PROBLEM STATEMENT
Return the lines below that contain the word "name".

INPUT DATA
■ ■ ■ ■ ■
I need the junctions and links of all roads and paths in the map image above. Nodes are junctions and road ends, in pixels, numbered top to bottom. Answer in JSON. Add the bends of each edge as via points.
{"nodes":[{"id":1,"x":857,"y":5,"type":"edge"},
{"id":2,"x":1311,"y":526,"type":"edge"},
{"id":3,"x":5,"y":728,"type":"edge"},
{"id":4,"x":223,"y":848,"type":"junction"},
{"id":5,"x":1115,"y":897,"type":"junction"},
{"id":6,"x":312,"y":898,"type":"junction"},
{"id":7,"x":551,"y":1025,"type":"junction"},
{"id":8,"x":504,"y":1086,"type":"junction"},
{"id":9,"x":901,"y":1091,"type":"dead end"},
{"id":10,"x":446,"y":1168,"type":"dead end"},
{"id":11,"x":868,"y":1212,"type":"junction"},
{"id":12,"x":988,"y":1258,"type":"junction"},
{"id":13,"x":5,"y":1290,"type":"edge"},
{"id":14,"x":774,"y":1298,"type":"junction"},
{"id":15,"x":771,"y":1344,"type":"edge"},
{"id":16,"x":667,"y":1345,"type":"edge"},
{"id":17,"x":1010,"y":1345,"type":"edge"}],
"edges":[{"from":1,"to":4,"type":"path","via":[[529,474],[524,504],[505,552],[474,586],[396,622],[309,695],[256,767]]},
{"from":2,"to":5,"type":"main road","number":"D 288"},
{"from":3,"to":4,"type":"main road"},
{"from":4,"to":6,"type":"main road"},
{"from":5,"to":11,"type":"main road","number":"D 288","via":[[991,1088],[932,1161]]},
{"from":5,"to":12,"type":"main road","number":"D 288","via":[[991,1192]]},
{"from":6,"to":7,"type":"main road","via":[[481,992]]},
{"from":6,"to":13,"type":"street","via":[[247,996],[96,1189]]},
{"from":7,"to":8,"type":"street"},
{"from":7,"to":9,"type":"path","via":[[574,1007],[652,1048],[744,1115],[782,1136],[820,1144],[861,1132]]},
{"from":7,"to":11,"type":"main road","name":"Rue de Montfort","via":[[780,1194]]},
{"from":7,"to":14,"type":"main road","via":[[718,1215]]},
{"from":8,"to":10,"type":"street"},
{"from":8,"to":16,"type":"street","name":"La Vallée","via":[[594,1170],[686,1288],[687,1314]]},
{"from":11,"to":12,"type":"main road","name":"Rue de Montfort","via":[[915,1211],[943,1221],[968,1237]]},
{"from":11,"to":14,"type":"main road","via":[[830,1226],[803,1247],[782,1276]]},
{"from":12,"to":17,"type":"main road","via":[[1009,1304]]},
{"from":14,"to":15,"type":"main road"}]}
■ ■ ■ ■ ■
EXERCISE SOLUTION
{"from":7,"to":11,"type":"main road","name":"Rue de Montfort","via":[[780,1194]]},
{"from":8,"to":16,"type":"street","name":"La Vallée","via":[[594,1170],[686,1288],[687,1314]]},
{"from":11,"to":12,"type":"main road","name":"Rue de Montfort","via":[[915,1211],[943,1221],[968,1237]]},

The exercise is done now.